Monstrofil / replays_unpack

51 stars 19 forks source link

LXML Etree parser causing decoding error #7

Closed jcw780 closed 4 years ago

jcw780 commented 4 years ago

xml = etree.parse(f, parser=etree.XMLParser(encoding='utf8', remove_comments=True)) File "src\lxml\etree.pyx", line 3521, in lxml.etree.parse File "src\lxml\parser.pxi", line 1880, in lxml.etree._parseDocument File "src\lxml\parser.pxi", line 1900, in lxml.etree._parseFilelikeDocument File "src\lxml\parser.pxi", line 1795, in lxml.etree._parseDocFromFilelike File "src\lxml\parser.pxi", line 1201, in lxml.etree._BaseParser._parseDocFromFilelike File "src\lxml\parser.pxi", line 615, in lxml.etree._ParserContext._handleParseResultDoc File "src\lxml\parser.pxi", line 721, in lxml.etree._handleParseResult File "src\lxml\etree.pyx", line 318, in lxml.etree._ExceptionContext._raise_if_stored File "src\lxml\parser.pxi", line 370, in lxml.etree._FileReaderContext.copyToBuffer File "C:\Program Files\Python38\lib\encodings\cp1252.py", line 23, in decode return codecs.charmap_decode(input,self.errors,decoding_table)[0] UnicodeDecodeError: 'charmap' codec can't decode byte 0x8f in position 2102: character maps to

This happens when replay_unpack/core/entity_def/data_types/init.py reads alias.xml from the selected version Also apparently changing 'r' to 'rb' in this line: https://github.com/Monstrofil/replays_unpack/blob/d84de65860803cc5cc5728952adf0794e46643e3/replay_unpack/core/entity_def/data_types/__init__.py#L83 fixes the problem along with setting the encoding.

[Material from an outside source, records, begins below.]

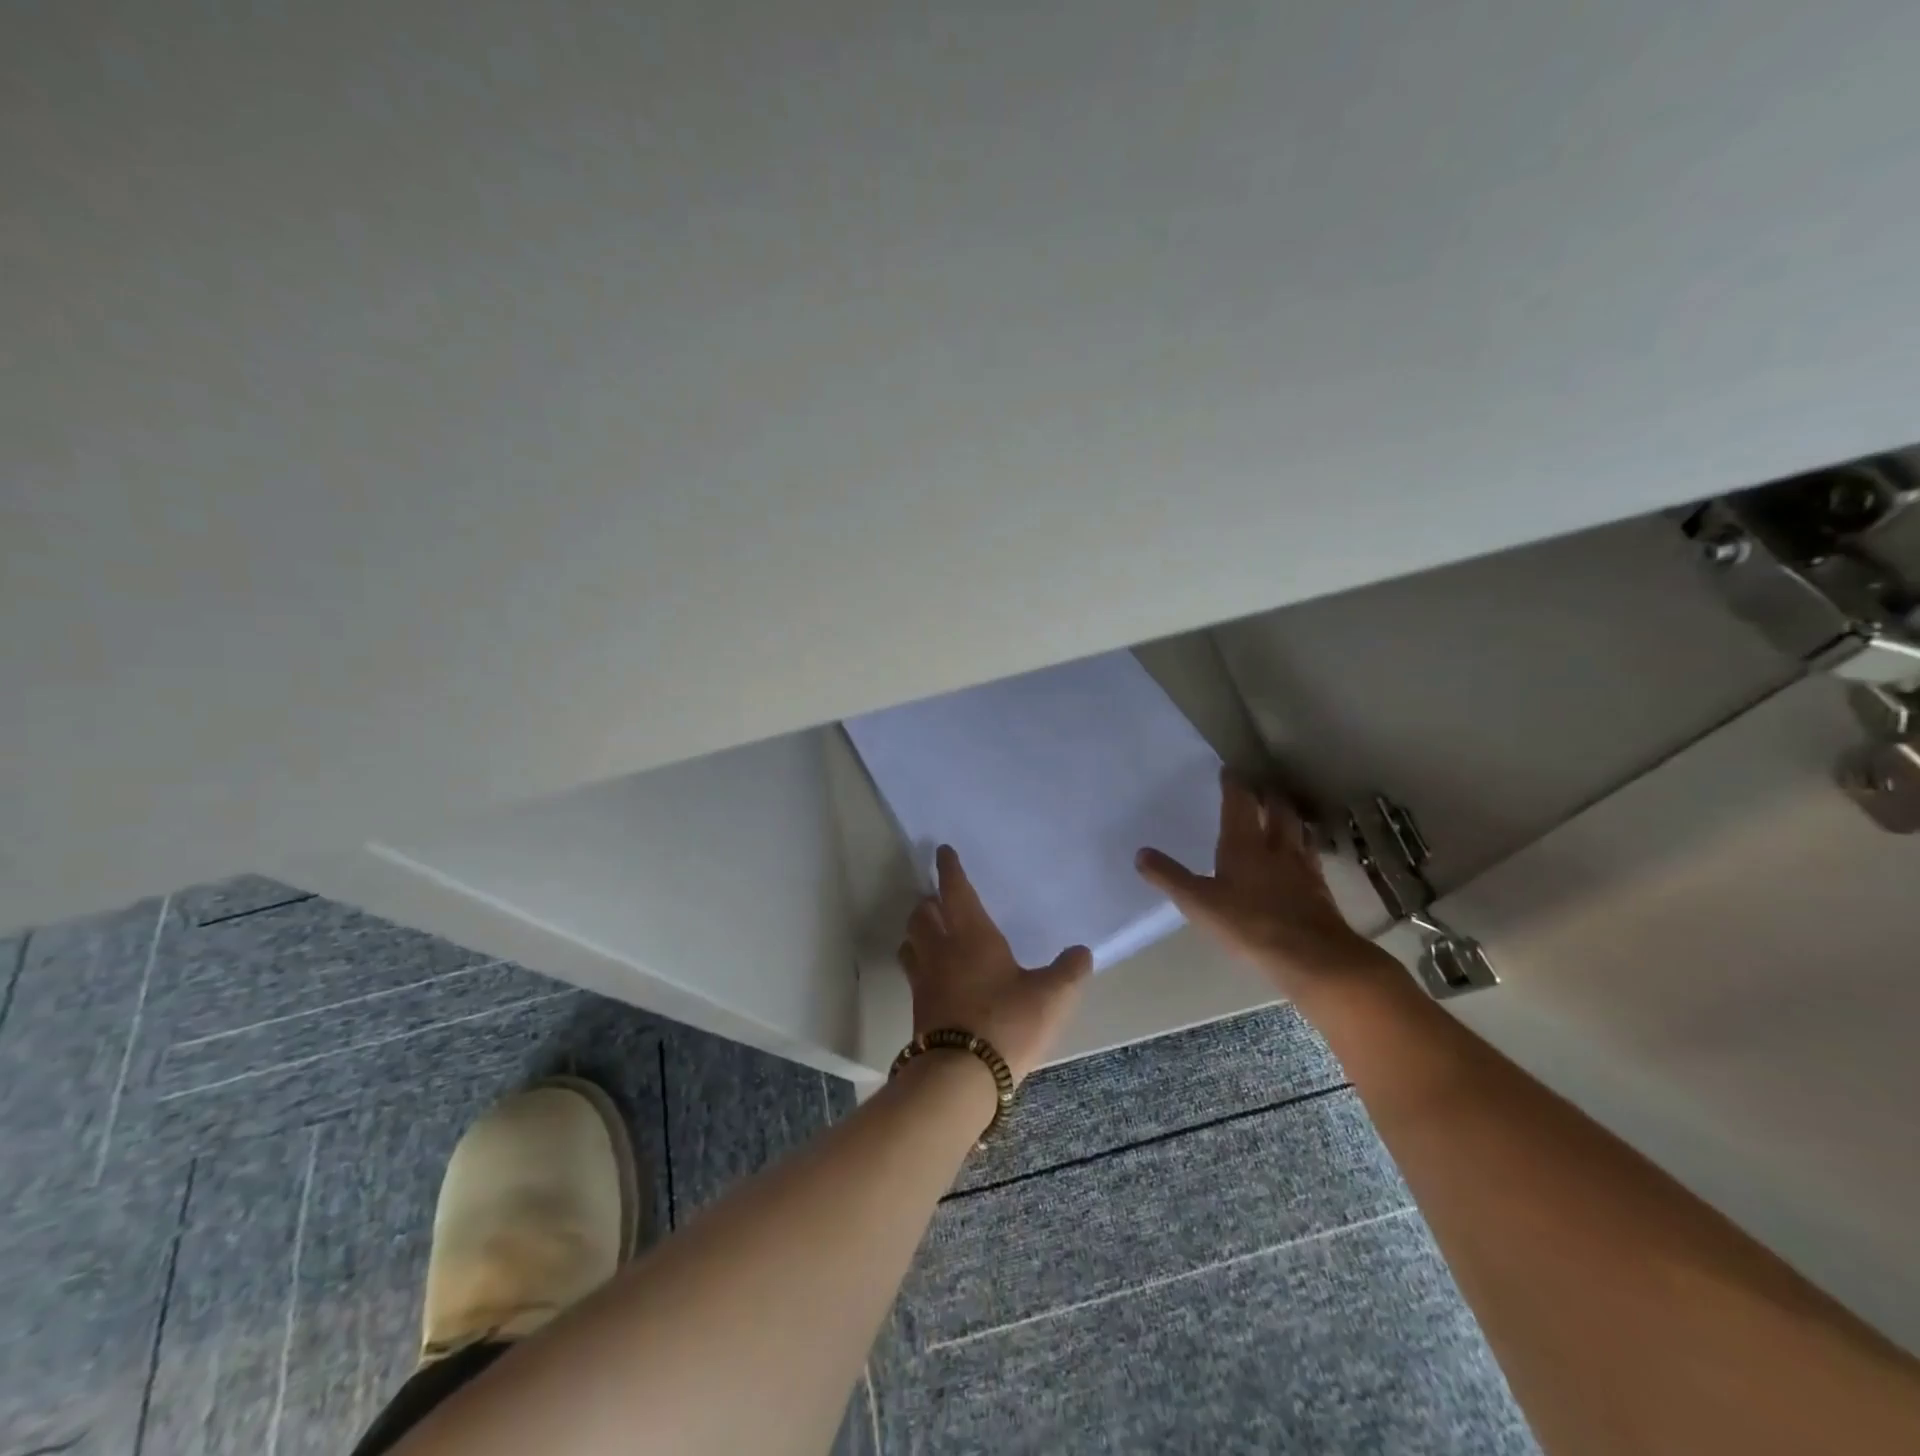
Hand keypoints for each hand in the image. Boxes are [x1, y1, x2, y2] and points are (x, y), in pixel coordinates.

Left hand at [899, 845, 1091, 1085]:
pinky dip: (918, 963)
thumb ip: (1069, 971)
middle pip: (922, 915)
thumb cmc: (1007, 1023)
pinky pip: (913, 973)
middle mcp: (941, 950)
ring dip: (917, 932)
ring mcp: (924, 980)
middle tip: (938, 899)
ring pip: (911, 942)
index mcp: (972, 935)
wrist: (960, 1076)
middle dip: (928, 902)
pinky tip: (933, 975)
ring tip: (929, 933)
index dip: (949, 869)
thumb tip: (1080, 952)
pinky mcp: (918, 1009)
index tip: (943, 852)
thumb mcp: (1052, 997)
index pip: (956, 891)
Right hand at [1136, 770, 1387, 1001]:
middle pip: (1276, 809)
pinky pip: (1311, 855)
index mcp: (1243, 843)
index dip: (1233, 784)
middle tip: (1260, 789)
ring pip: (1298, 829)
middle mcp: (1275, 846)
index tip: (1229, 770)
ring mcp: (1302, 865)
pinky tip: (1302, 856)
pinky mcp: (1319, 887)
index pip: (1239, 802)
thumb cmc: (1248, 924)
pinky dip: (1304, 846)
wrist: (1311, 956)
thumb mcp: (1198, 902)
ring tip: (1283, 814)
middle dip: (1267, 795)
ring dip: (1289, 817)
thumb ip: (1169, 877)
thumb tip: (1140, 853)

Monstrofil commented 4 years ago

Hi, I'll check it, but can you please also attach xml file that causes this problem?

jcw780 commented 4 years ago

it's this: https://github.com/Monstrofil/replays_unpack/blob/master/replay_unpack/clients/wows/versions/0_9_7/scripts/entity_defs/alias.xml

Monstrofil commented 4 years ago

Merged, thanks